What the task requires
Once every line in the data below has been checked for "name", give the number of lines that hold it, and only that.

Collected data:

........

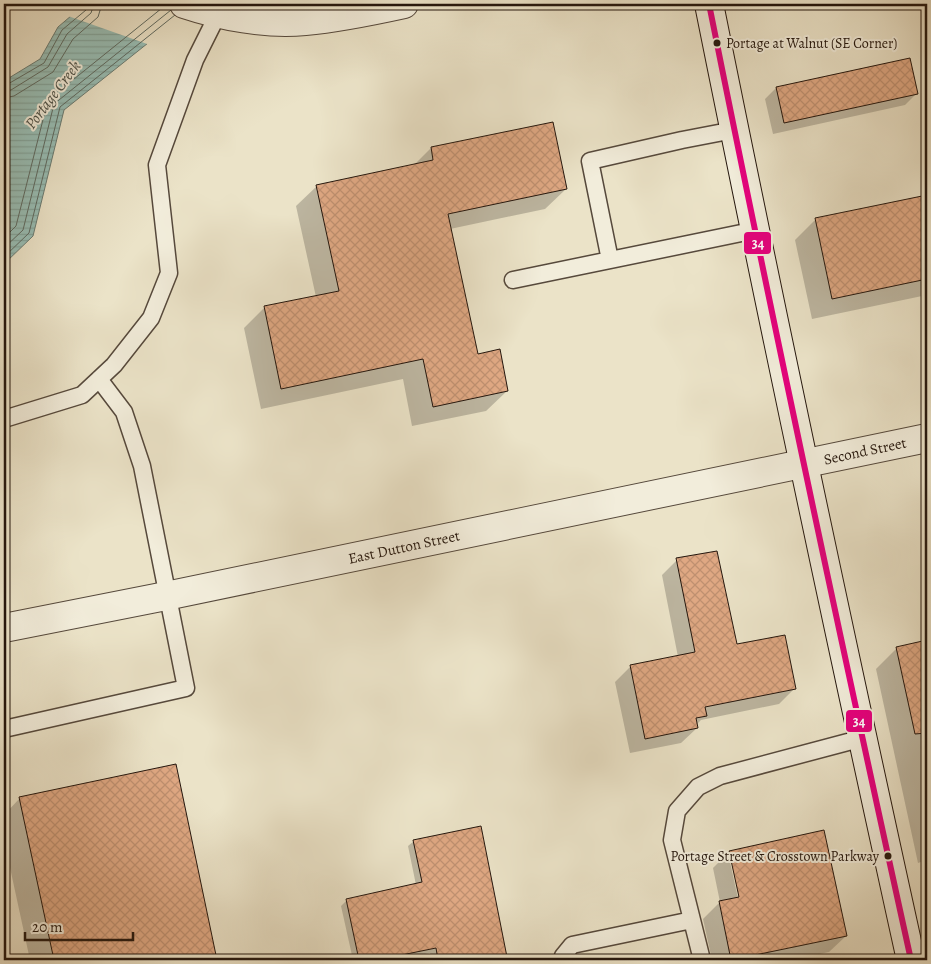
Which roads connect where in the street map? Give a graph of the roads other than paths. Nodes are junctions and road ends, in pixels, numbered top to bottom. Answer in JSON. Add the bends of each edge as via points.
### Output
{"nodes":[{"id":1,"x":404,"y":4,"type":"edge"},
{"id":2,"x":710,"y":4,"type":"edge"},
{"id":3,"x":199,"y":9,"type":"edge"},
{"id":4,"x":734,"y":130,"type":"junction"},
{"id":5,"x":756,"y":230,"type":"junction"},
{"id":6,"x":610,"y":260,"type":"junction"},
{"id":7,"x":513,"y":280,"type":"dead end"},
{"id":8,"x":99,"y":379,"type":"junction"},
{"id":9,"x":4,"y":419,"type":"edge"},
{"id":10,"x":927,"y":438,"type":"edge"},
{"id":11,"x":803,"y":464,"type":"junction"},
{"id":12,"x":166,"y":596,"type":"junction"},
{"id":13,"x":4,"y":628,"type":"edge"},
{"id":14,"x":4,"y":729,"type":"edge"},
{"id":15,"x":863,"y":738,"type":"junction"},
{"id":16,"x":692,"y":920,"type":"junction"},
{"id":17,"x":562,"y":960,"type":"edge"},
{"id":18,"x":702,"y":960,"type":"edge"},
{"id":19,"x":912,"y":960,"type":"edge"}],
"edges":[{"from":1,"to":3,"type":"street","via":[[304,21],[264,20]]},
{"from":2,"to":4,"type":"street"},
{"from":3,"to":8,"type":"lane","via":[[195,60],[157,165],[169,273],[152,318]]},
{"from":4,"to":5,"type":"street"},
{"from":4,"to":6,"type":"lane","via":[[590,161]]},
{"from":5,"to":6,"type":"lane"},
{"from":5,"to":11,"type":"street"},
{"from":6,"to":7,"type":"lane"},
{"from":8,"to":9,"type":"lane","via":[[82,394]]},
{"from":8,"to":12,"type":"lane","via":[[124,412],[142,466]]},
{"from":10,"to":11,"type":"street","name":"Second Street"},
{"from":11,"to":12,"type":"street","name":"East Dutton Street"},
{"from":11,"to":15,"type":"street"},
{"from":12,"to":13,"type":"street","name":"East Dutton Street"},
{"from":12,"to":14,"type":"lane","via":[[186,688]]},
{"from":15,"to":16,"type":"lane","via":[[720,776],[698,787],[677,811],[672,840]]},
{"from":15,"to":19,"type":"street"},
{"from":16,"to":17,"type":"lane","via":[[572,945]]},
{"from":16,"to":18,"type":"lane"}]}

........

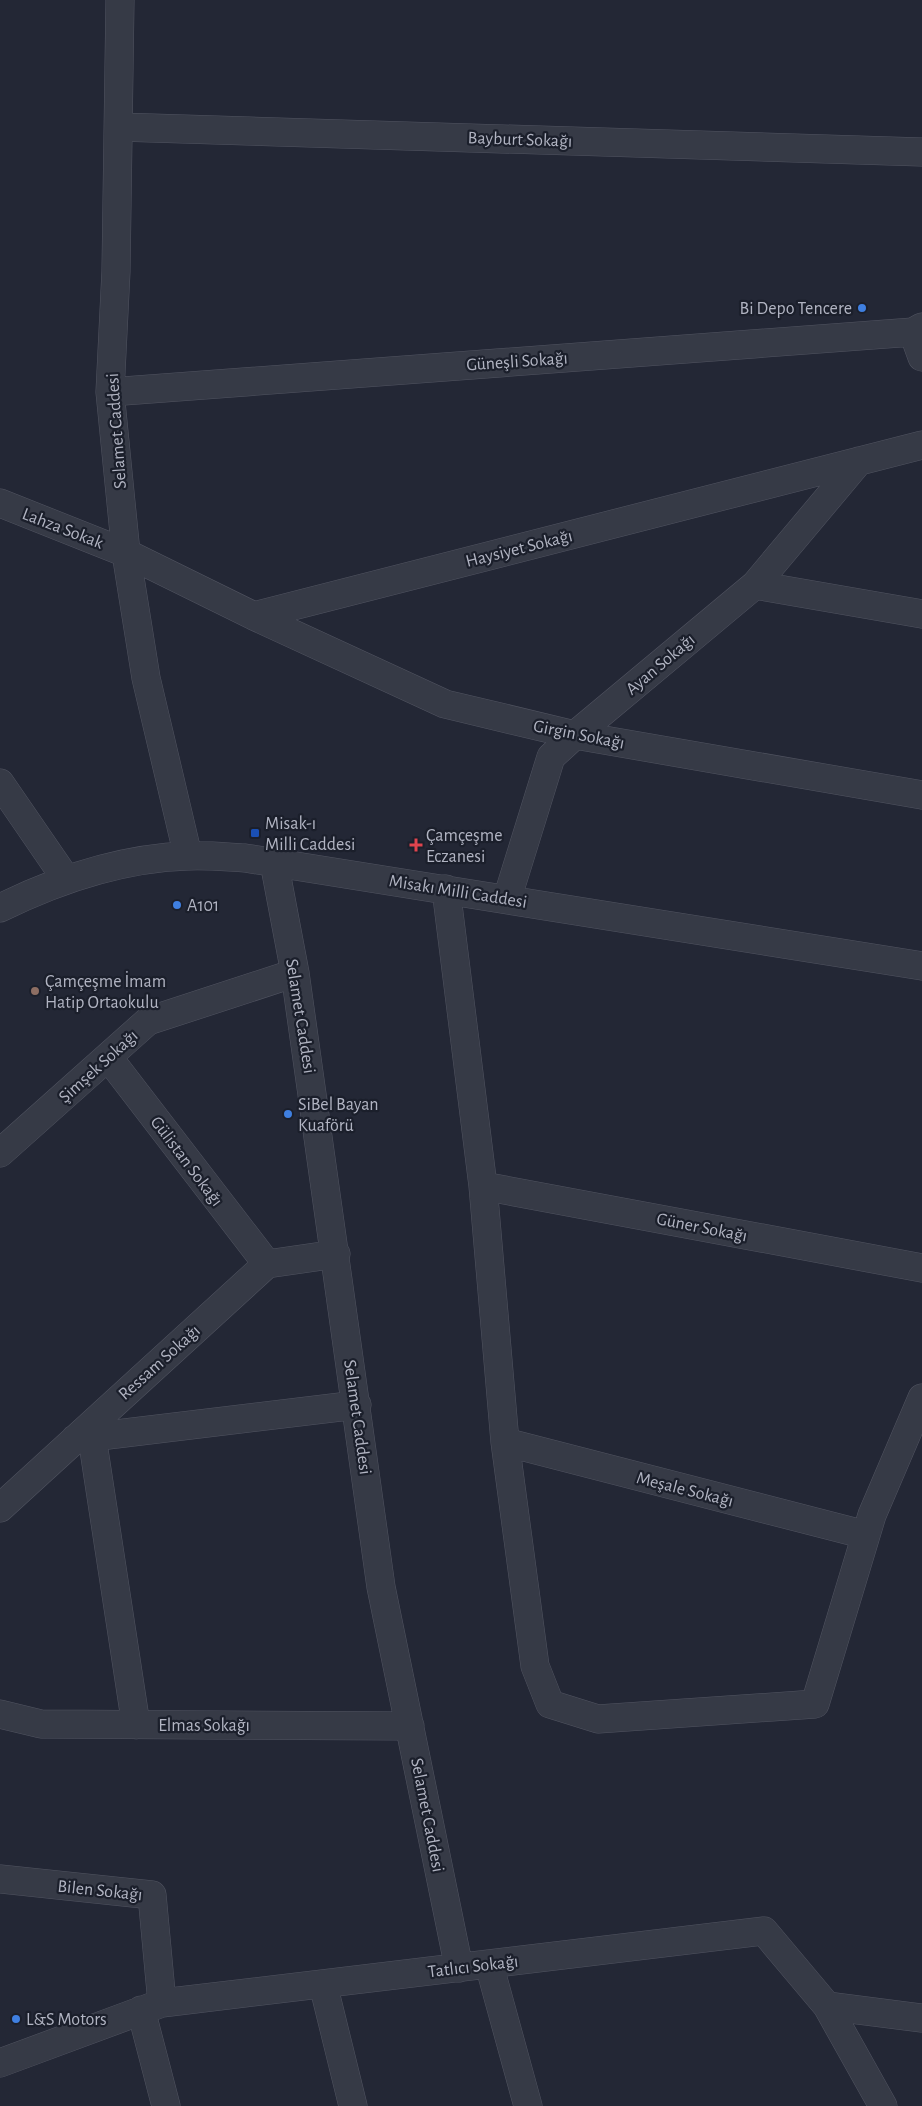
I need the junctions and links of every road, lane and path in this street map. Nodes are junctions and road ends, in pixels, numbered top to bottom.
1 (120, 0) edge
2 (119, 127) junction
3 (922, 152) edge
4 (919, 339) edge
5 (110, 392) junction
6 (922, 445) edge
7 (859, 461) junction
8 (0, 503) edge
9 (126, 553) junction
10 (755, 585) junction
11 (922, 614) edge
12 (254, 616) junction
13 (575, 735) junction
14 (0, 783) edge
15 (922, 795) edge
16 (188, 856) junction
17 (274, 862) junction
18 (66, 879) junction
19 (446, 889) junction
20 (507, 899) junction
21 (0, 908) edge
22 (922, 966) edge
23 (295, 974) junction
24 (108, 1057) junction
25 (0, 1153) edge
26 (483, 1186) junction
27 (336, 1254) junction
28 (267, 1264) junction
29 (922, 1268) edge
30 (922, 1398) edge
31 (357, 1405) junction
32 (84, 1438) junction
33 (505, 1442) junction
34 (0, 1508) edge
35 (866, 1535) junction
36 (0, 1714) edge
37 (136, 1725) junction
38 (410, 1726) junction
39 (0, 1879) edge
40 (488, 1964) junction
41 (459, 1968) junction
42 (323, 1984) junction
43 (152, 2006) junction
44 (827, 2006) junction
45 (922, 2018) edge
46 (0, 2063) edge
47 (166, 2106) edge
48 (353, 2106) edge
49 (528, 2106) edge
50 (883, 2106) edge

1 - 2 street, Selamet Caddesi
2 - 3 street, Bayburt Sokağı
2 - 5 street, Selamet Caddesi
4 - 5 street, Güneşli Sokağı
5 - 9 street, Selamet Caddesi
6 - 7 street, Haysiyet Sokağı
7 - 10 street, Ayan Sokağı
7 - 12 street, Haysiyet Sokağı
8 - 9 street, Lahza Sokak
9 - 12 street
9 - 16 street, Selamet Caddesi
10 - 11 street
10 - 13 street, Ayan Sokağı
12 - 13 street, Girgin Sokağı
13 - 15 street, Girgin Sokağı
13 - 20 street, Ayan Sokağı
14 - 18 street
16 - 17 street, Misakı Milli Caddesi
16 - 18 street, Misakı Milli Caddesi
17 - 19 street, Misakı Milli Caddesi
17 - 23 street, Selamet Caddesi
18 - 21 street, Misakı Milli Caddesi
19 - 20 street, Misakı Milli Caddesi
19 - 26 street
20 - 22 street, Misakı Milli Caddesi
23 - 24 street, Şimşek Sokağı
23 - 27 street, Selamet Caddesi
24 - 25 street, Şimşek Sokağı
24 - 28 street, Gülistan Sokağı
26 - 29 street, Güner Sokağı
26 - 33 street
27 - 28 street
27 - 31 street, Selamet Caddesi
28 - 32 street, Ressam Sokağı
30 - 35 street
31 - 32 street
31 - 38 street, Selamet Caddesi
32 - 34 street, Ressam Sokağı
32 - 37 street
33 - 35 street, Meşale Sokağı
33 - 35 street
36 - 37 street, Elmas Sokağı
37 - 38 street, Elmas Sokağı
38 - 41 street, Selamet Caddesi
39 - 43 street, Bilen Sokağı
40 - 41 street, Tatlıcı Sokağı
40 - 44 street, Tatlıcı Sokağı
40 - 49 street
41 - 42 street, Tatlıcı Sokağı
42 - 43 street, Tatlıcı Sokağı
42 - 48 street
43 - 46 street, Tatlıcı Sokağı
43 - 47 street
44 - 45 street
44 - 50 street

........

Solution to this exercise
3